Y, Alejandro Obregón


Muro della casa di Cartagena dove nel 1969 Gillo Pontecorvo girò Queimada, dirigendo Marlon Brando. Y, Alejandro Obregón.

mercoledì 1 giugno 2016

Guigo, el cartagenero




Tornato sul livello del mare dopo tre settimane di permanenza a una media di duemilacinquecento metri, con punte fino ai quattromila e oltre, ho ricominiato a vedere anche dei gatti, oltre a della gente che sembra sempre contenta di stare in un mondo che qui nel Caribe si rivela immediatamente multicolore, assume toni musicali e dove batte un cuore a ritmi africani. Cartagena de Indias sarà anche una città turistica, e in effetti è infestata soprattutto di anglosassoni tra cui i più sgradevoli si distinguono, come sempre, gli yanques, che qui si sentono nel loro cortile di casa, sbracati, anzi: per lo più in costume da bagno, a dimenare culi spropositati e deformi, trippe prominenti, a strepitare come galline e a trapanare l'udito a voce alta nonché offendendolo con la loro pronuncia sguaiata e indecente di una lingua che poco ha ormai a che vedere con l'inglese, ma non si fatica, seguendo la regola aurea di evitare come la peste i posti che frequentano questi bifochi e volgendo lo sguardo dove Il loro non si soffermerebbe mai, per scoprirne ancora gli aspetti dove si mostra la sua essenza, che è ancora quella di uno dei maggiori centri afroamericani dell'intera America Latina (guarda caso, gli yanques WASP, tanto razzisti a casa loro, trovano pitorescou tutto quel che fa colore locale, perfino il nero).

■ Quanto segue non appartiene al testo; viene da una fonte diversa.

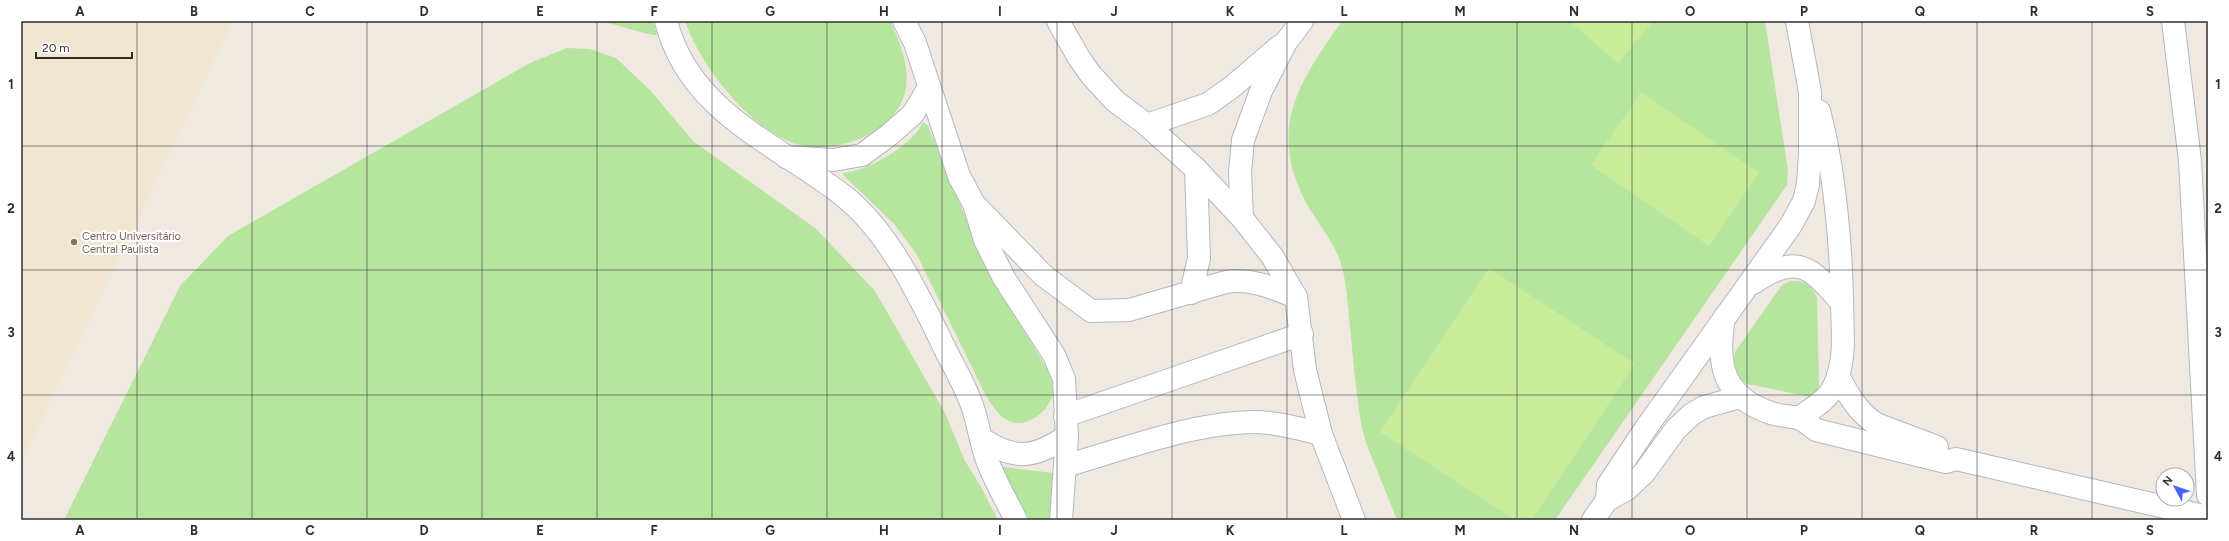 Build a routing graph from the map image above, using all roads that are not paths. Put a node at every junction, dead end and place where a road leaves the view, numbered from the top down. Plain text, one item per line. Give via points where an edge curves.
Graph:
1 (666, 21) edge
2 (904, 21) edge
3 (1058, 21) edge
4 (1302, 21) edge
5 (1797, 21) edge
6 (2173, 21) edge
7 (1286, 42) junction
8 (929, 87) junction
9 (1810, 92) junction
10 (1147, 125) junction
11 (786, 157) junction
12 (1196, 169) junction
13 (974, 204) junction
14 (1242, 218) junction
15 (1748, 286) junction
16 (1191, 292) junction
17 (1296, 297) junction
18 (1842, 302) junction
19 (1724, 318) junction
20 (1302, 334) junction
21 (1838, 375) junction
22 (1740, 397) junction
23 (1798, 418) junction
24 (1066, 426) junction
25 (1321, 434) junction
26 (982, 439) junction
27 (1956, 459) junction
28 (1065, 466) junction
29 (2208, 495) edge
30 (1607, 500) junction
31 (2208, 517) edge
32 (1016, 520) edge
33 (1061, 520) edge
34 (1354, 520) edge
35 (1593, 520) edge

1 - 11 street via 682,64 698,86 751,134
2 - 8 street via 915,42
3 - 10 street via 1091,75 1115,100
4 - 7 street
5 - 9 street
6 - 29 street via 2190,161
7 - 10 street via 1208,104
7 - 14 street via 1261,91 1243,140 1240,172
8 - 11 street via 913,114 862,155 833,160
8 - 13 street via 959,176
9 - 15 street via 1808,184 1804,201 1791,225
9 - 18 street via 1817,103 1829,162 1842,275
10 - 12 street
11 - 26 street via 846,197 882,238 910,279 934,324 970,400
12 - 14 street
12 - 16 street via 1199,258
13 - 16 street via 1044,276 1091,311 1129,310
13 - 24 street via 985,240 1004,278 1032,318 1064,379
14 - 17 street via 1272,256
15 - 18 street via 1782,267 1799,266 1816,275
15 - 19 street
16 - 17 street via 1238,280 1260,284
17 - 20 street
18 - 21 street via 1842,354
19 - 22 street via 1721,336 1722,366 1732,390
19 - 30 street via 1608,485
20 - 24 street
20 - 25 street via 1305,370
21 - 23 street via 1834,387 1826,397
21 - 27 street via 1849,397 1867,418 1876,424 1949,451
22 - 23 street via 1759,409 1784,417
22 - 30 street via 1704,407 1692,414 1676,429 1644,473 1626,489
23 - 27 street via 1816,430 1946,462
24 - 26 street via 1048,450 1030,455 994,448
24 - 28 street
25 - 28 street via 1257,422 1231,423 1203,427
25 - 34 street
26 - 32 street via 987,460
27 - 31 street
28 - 33 street
30 - 35 street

E infatti le somiglianze con Salvador de Bahía, ma soprattutto con l'Avana mi sono immediatamente saltate all'occhio, specie quelle con la sorella maggiore caraibica, sia per l'affinità lingustica, sia per lo stile architettonico, essendo l'influenza lusitana e manuelina a Salvador preponderante, e la presenza nera nello Stato di Bahía ancora più massiccia che qui, con la differenza che Il centro storico di Cartagena è infinitamente più curato e meglio mantenuto di quello dell'Avana (ci penseranno le companies nordamericane a stravolgerlo a breve, dopo la fine dell'embargo). 



Questa la sensazione al primo impatto con questo gioiello coloniale pressoché intatto circondato e in qualche modo protetto da un a possente cinta di mura che l'hanno difesa dai ripetuti attacchi dei pirati di "Sir" Francis Drake, il corsaro nominato baronetto dalla Corona Britannica (e dunque anglosassone per definizione), dagli assedi della Marina inglese nel 1741 e successivamente di un'altra corona, quella spagnola, purtroppo infruttuosamente, nel 1815, ad opera di Pablo Morillo, il Capitano Generale incaricato di combattere le truppe rivoluzionarie di Simón Bolívar, dopo che la città aveva proclamato per la prima volta l'indipendenza nel 1811. Poi occorsero quasi altri quattro decenni perché un governo finalmente liberale abolisse, nel 1851, la schiavitú, e facesse entrare in vigore una costituzione che, oltre a proclamare la libertà di stampa e i fondamentali diritti civili, sancisse la separazione fra Stato e Chiesa. Ma questa è ormai storia.